◆ **Records provided**:
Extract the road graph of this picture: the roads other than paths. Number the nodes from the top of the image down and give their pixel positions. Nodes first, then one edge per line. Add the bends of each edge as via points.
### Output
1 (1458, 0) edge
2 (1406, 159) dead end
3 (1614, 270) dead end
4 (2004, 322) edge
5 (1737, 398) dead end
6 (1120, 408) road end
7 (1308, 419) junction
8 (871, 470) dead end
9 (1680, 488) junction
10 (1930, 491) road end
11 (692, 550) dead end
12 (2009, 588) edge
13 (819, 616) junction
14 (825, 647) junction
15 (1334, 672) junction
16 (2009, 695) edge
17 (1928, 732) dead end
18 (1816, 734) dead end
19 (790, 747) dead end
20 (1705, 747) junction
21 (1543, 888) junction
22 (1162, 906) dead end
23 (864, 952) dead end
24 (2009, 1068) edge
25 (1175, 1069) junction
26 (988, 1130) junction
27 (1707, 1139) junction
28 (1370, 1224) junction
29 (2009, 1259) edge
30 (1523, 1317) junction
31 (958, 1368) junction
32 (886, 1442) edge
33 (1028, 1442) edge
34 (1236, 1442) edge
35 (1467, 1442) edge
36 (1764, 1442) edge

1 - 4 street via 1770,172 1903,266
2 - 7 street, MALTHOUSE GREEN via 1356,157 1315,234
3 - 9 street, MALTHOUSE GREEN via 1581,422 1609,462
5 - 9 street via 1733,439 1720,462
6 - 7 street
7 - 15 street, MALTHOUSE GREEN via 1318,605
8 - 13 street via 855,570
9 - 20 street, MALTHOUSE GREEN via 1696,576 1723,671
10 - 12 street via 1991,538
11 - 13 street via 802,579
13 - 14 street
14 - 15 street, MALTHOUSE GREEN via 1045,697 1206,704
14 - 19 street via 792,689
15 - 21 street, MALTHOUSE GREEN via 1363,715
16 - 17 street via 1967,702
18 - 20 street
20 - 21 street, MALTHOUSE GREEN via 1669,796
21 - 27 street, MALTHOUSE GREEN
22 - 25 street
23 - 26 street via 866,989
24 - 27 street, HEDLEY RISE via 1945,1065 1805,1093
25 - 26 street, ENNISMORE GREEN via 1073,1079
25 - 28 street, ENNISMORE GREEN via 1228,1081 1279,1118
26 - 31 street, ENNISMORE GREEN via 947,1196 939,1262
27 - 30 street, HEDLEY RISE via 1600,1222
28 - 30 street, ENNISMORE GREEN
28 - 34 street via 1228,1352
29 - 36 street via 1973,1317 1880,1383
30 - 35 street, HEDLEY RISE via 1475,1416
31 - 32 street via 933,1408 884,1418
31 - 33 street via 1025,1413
==
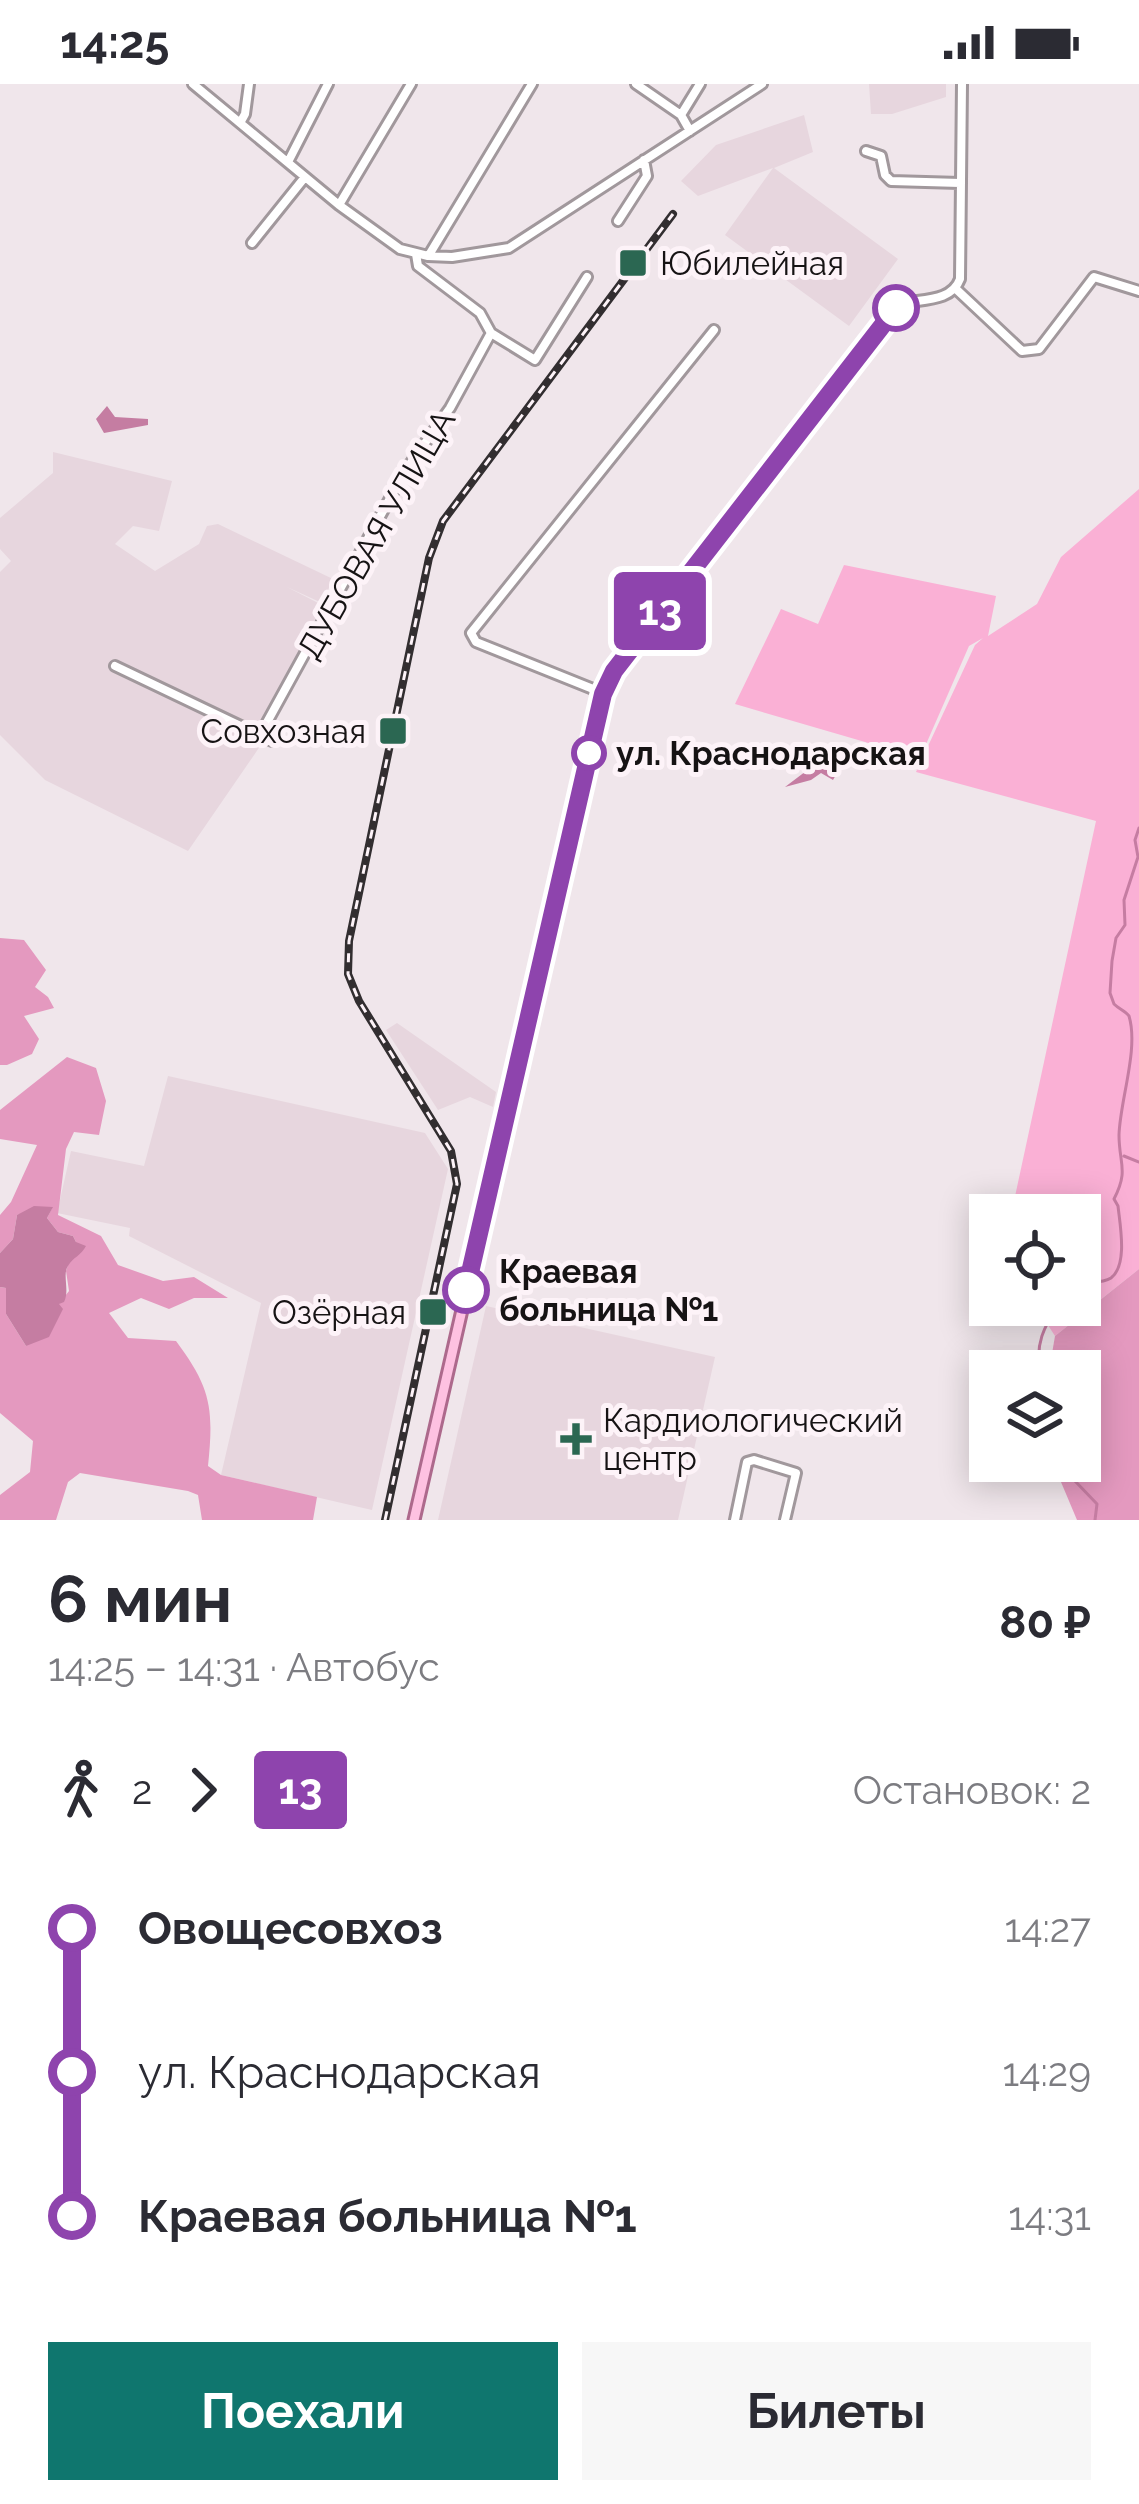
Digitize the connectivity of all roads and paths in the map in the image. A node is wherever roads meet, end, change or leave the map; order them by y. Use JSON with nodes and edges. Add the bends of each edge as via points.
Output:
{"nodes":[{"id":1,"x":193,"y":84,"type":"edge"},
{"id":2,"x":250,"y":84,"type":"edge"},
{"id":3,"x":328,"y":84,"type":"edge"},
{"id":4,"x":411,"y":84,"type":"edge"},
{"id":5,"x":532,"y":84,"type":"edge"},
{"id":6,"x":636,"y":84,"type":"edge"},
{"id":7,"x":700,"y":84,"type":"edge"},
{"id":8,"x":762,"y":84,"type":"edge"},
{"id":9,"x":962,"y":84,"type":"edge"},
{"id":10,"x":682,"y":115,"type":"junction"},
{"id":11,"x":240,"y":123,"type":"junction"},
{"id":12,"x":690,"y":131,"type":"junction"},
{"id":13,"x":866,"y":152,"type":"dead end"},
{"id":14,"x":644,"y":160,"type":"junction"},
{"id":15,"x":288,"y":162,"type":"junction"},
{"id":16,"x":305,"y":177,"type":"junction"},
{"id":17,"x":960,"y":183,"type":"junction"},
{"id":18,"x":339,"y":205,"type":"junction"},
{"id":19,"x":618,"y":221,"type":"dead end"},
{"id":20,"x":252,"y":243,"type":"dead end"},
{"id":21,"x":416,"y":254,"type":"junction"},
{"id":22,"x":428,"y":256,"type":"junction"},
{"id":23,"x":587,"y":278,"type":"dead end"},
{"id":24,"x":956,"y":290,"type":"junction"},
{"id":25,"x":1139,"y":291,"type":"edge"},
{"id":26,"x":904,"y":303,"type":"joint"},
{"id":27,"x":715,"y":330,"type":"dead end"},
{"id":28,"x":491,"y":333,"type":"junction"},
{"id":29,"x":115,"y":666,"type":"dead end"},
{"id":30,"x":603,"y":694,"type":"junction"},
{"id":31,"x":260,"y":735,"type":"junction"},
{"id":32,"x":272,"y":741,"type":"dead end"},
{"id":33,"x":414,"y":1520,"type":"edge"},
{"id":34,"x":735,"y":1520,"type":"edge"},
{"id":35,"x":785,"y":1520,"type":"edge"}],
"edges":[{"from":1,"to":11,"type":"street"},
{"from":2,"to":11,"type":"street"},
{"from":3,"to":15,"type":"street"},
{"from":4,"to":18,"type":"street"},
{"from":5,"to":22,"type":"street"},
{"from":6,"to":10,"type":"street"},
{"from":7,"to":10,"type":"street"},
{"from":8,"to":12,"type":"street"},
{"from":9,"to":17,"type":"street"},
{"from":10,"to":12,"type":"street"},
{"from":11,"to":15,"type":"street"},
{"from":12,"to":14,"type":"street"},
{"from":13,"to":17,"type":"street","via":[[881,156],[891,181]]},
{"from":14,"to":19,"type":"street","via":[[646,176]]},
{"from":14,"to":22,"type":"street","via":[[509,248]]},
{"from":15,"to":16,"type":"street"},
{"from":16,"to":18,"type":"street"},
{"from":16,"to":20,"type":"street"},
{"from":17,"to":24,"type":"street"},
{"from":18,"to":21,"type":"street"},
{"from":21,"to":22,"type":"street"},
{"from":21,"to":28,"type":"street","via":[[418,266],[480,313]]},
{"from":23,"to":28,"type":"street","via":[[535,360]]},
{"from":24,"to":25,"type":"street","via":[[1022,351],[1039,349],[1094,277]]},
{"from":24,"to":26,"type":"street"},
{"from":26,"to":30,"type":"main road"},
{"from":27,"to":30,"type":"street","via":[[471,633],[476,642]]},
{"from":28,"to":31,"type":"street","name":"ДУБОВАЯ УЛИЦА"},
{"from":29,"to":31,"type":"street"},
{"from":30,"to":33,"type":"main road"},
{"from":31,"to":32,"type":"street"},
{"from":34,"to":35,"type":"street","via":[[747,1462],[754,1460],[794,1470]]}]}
...
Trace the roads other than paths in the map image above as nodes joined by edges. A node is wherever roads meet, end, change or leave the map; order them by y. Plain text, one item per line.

◆ **Work item**: Please find each line in the records above that holds the word "leave", and copy it.

◆ **The completed task**:
Digitize the connectivity of all roads and paths in the map in the image. A node is wherever roads meet, end, change or leave the map; order them by y. Use JSON with nodes and edges. Add the bends of each edge as via points.
Trace the roads other than paths in the map image above as nodes joined by edges. A node is wherever roads meet, end, change or leave the map; order them by y. Plain text, one item per line.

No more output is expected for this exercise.